■ ACTIVITY
Pictures are not part of the copy; retype all the records below exactly.

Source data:

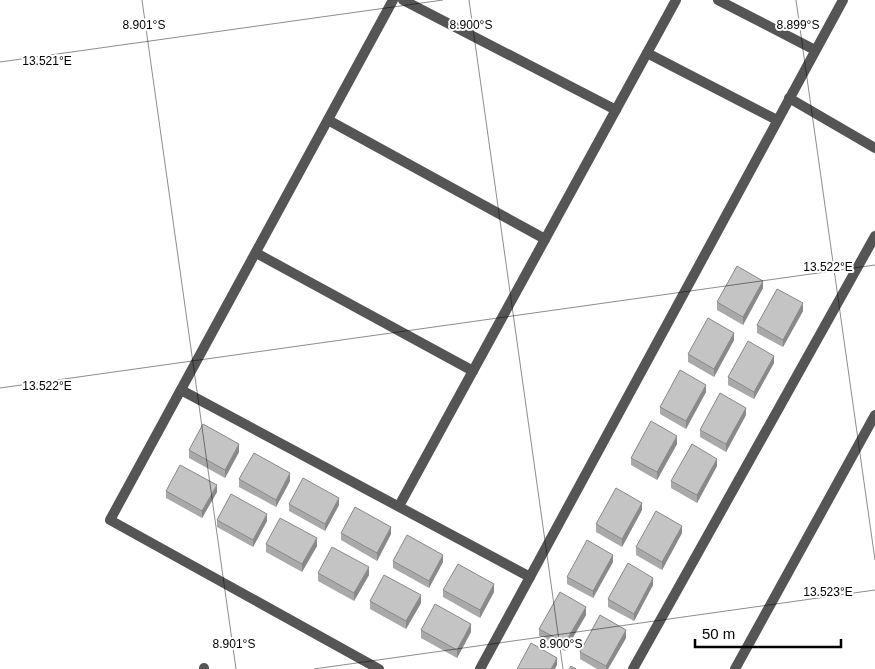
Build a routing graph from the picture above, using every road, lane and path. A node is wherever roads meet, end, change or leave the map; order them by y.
1 (393, 0) edge
2 (403, 0) edge
3 (676, 0) edge
4 (718, 0) edge
5 (843, 0) edge
6 (816, 50) junction
7 (647, 53) junction
8 (790, 98) junction
9 (616, 110) junction
10 (328, 120) junction
11 (778, 120) junction
12 (875, 148) edge
13 (875, 236) edge
14 (545, 240) junction
15 (256, 253) junction
16 (473, 371) junction
17 (181, 390) junction
18 (875, 415) edge
19 (399, 506) junction
20 (530, 577) junction
21 (379, 669) edge
22 (480, 669) edge
23 (632, 669) edge
24 (735, 669) edge

1 - 10 street
2 - 9 street
3 - 7 street
4 - 6 street
5 - 6 street
6 - 8 street
7 - 9 street
7 - 11 street
8 - 11 street
8 - 12 street
9 - 14 street
10 - 14 street
10 - 15 street
11 - 20 street
13 - 23 street
14 - 16 street
15 - 16 street
15 - 17 street
16 - 19 street
17 - 19 street
17 - 21 street
18 - 24 street
19 - 20 street
20 - 22 street

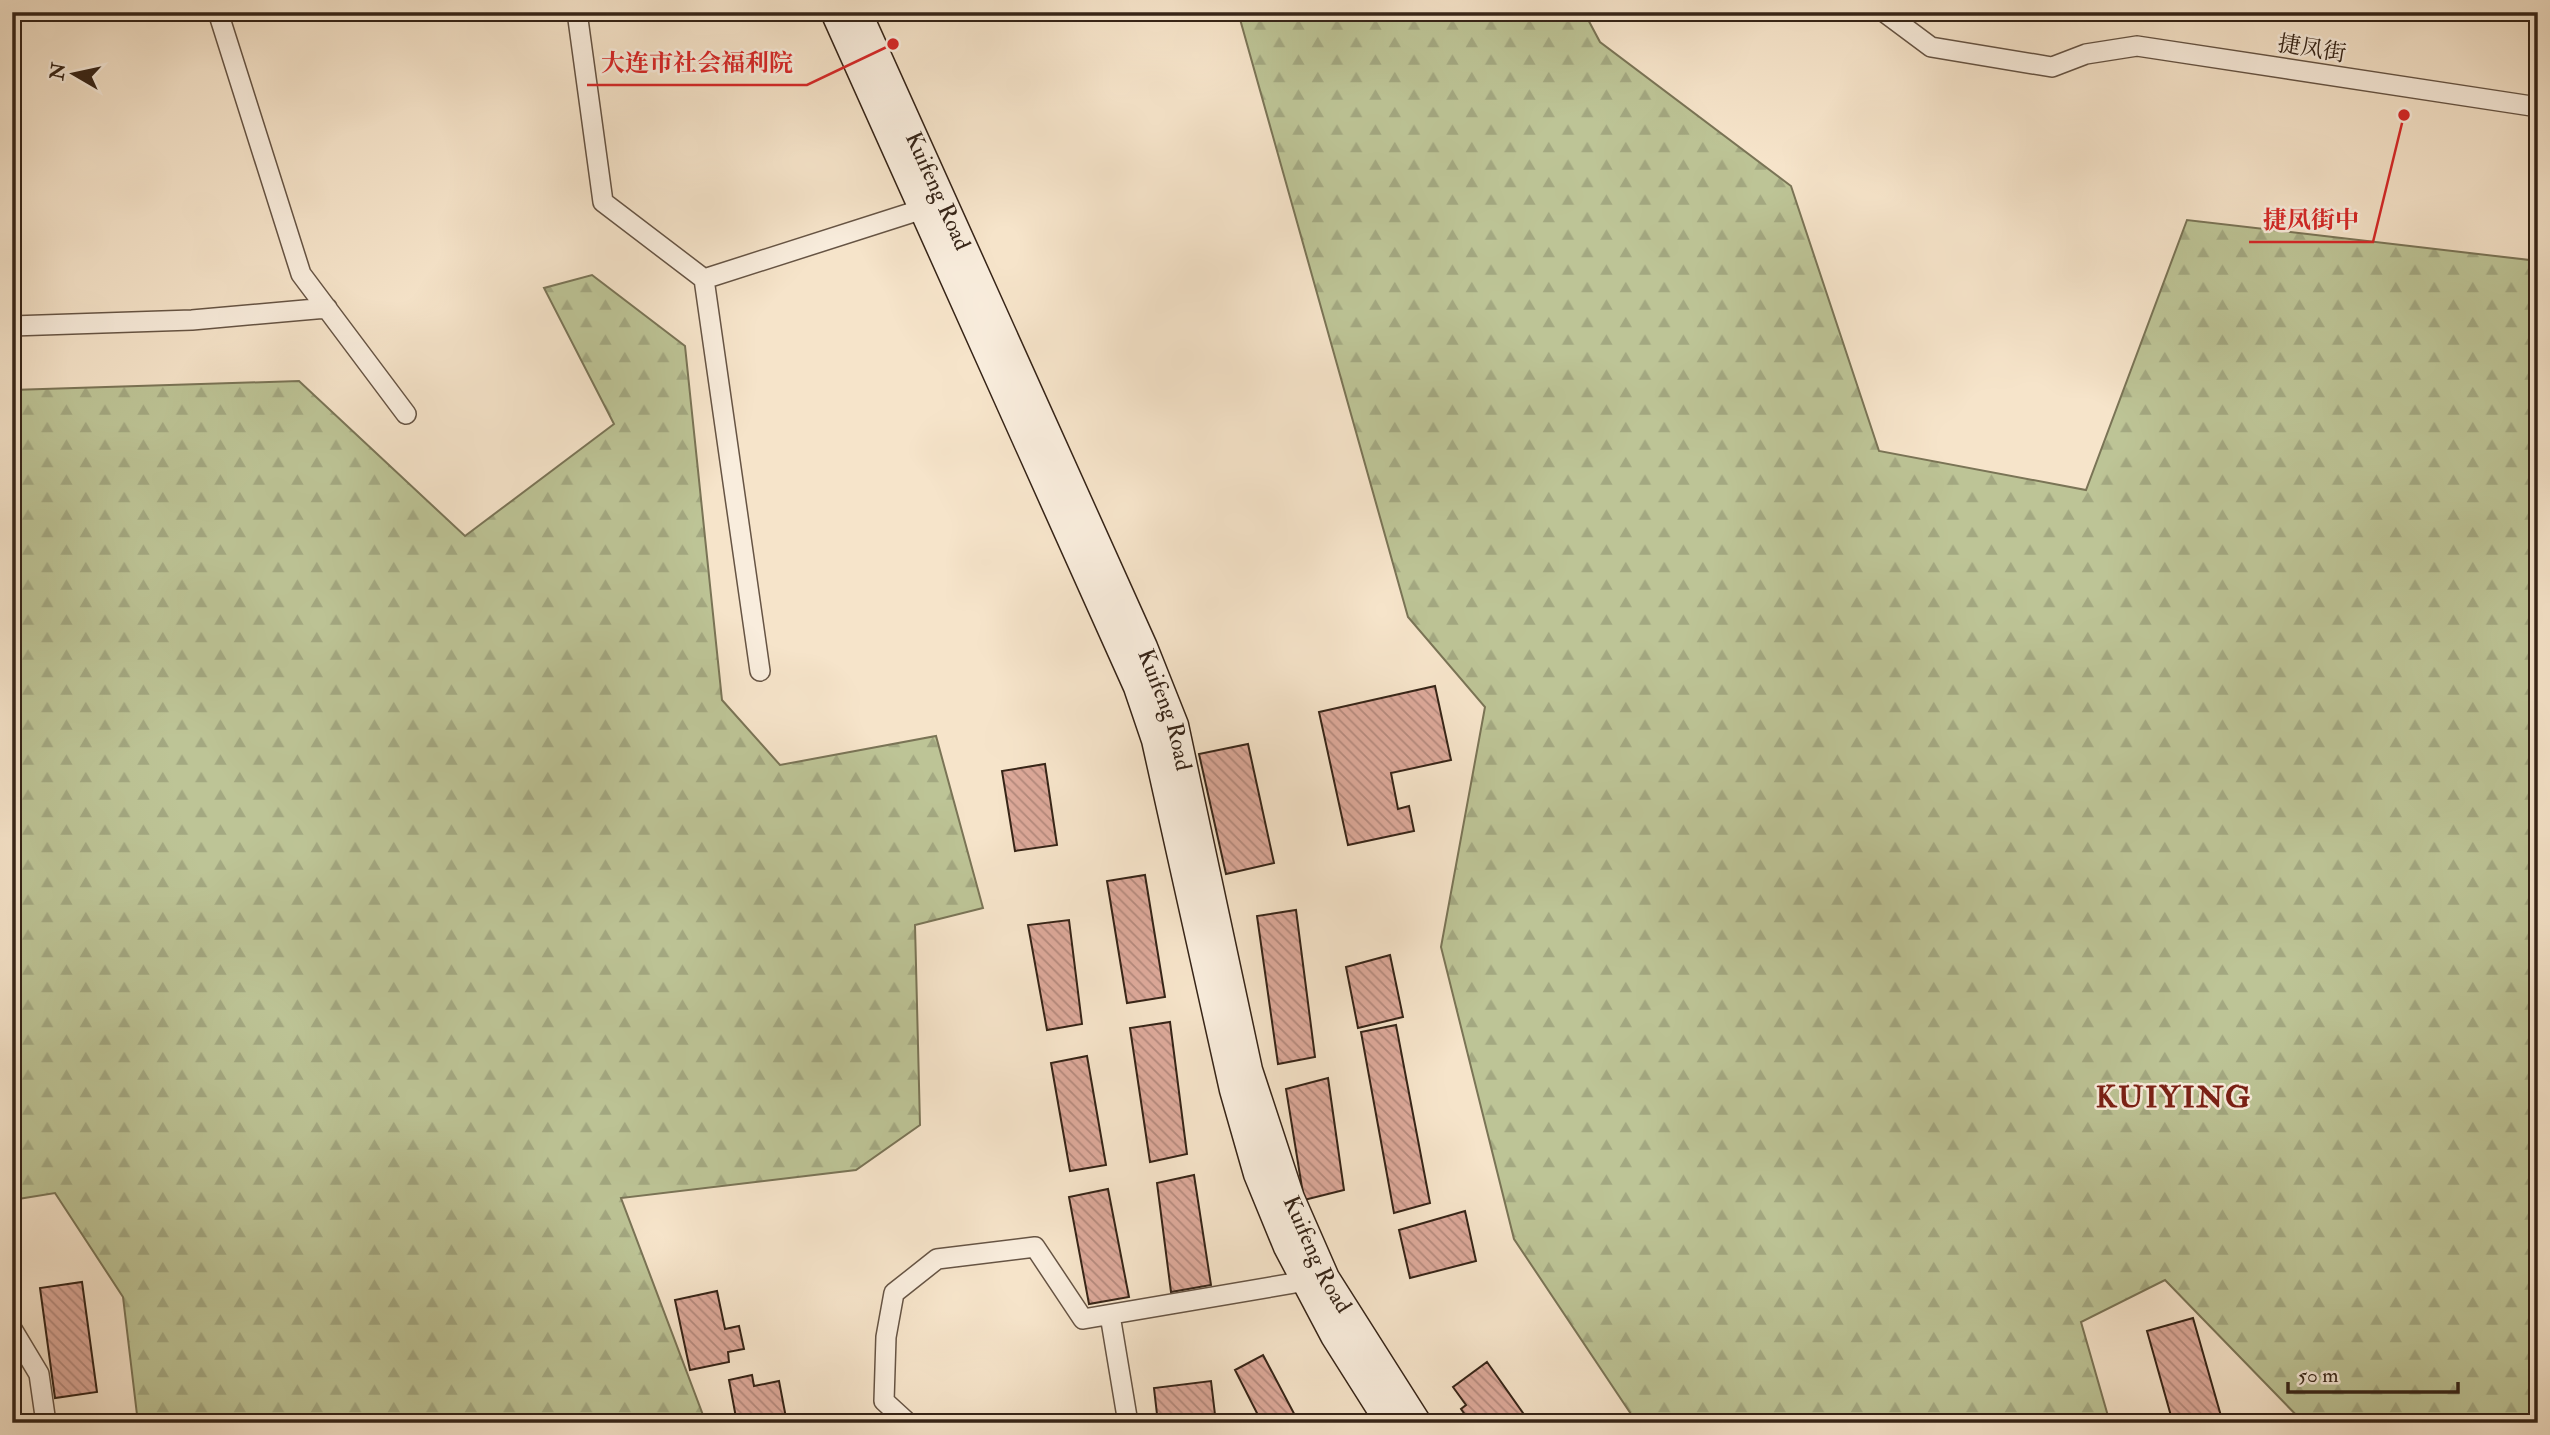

■ TASK RESPONSE
Build a routing graph from the picture above, using every road, lane and path. A node is wherever roads meet, end, change or leave the map; order them by y.
1 (393, 0) edge
2 (403, 0) edge
3 (676, 0) edge
4 (718, 0) edge
5 (843, 0) edge
6 (816, 50) junction
7 (647, 53) junction
8 (790, 98) junction
9 (616, 110) junction
10 (328, 120) junction
11 (778, 120) junction
12 (875, 148) edge
13 (875, 236) edge
14 (545, 240) junction
15 (256, 253) junction
16 (473, 371) junction
17 (181, 390) junction
18 (875, 415) edge
19 (399, 506) junction
20 (530, 577) junction
21 (379, 669) edge
22 (480, 669) edge
23 (632, 669) edge
24 (735, 669) edge

1 - 10 street
2 - 9 street
3 - 7 street
4 - 6 street
5 - 6 street
6 - 8 street
7 - 9 street
7 - 11 street
8 - 11 street
8 - 12 street
9 - 14 street
10 - 14 street
10 - 15 street
11 - 20 street
13 - 23 street
14 - 16 street
15 - 16 street
15 - 17 street
16 - 19 street
17 - 19 street
17 - 21 street
18 - 24 street
19 - 20 street
20 - 22 street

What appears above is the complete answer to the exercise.